New Hope moving, seeks child advocacy center
MOSES LAKE — New Hope is moving again.
The agency tasked with providing support services for victims of sexual assault, abuse, and domestic violence is moving from its current digs across from Frontier Middle School down West Third Avenue to the empty movie theater across from the Post Office.
“We’re going to start moving on May 15, and we intend to be move by June 1,” said Suzi Fode, interim program director for New Hope.
Fode said the move will give the office more security and allow survivors to meet with counselors, advocates, and other in private — something the layout in the current location makes difficult.
“Right now, the current location is an open concept, which is okay for a family house,” Fode said. “But it’s not okay for an advocacy service.”
Each case worker and advocate will have a private office as well, Fode said.
The new arrangement will allow New Hope to have a child advocacy center as well, something Rural Resources Victims Services in Stevens and Ferry counties — which Fode also heads up — also has.

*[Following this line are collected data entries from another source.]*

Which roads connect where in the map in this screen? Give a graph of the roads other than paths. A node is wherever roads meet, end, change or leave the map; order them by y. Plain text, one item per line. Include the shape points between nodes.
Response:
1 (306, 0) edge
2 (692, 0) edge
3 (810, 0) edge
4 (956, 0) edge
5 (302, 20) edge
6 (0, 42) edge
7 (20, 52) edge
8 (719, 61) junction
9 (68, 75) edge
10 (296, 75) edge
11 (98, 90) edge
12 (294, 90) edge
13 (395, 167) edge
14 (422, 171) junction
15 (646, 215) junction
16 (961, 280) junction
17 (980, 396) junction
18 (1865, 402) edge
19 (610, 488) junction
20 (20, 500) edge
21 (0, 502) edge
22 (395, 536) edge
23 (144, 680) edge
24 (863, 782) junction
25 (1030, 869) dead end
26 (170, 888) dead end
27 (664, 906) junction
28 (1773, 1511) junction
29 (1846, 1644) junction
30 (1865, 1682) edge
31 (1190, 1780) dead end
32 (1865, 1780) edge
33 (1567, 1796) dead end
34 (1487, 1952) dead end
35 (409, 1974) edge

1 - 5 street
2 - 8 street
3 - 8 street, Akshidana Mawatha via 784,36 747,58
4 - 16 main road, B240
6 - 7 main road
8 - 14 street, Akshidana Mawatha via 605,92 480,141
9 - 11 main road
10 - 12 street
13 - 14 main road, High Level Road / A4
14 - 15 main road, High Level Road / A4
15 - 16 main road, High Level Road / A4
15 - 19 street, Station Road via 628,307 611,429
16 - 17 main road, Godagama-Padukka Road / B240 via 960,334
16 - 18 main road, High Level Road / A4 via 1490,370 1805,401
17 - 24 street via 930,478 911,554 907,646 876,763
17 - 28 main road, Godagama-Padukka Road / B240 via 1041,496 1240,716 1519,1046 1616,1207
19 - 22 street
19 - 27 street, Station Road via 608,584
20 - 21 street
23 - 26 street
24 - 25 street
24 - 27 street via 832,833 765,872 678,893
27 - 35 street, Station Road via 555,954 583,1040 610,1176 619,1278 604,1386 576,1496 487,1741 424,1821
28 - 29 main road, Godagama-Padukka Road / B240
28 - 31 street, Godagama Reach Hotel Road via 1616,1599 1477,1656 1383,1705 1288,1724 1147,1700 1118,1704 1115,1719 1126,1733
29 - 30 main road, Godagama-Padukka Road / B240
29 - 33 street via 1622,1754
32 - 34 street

“A child advocacy center is a place where kids who have experienced abuse or neglect can meet everyone they need to meet,” she said.
Fode said the purpose is to ensure that an abused child is not further traumatized, but can meet with counselors, law enforcements, prosecutors, and health care workers in a familiar and safe environment where privacy and confidentiality can be respected.
And a place where more detailed investigations into abuse can be done as well.
“It can be very traumatizing to haul a kid around. We want to minimize the trauma,” Fode said.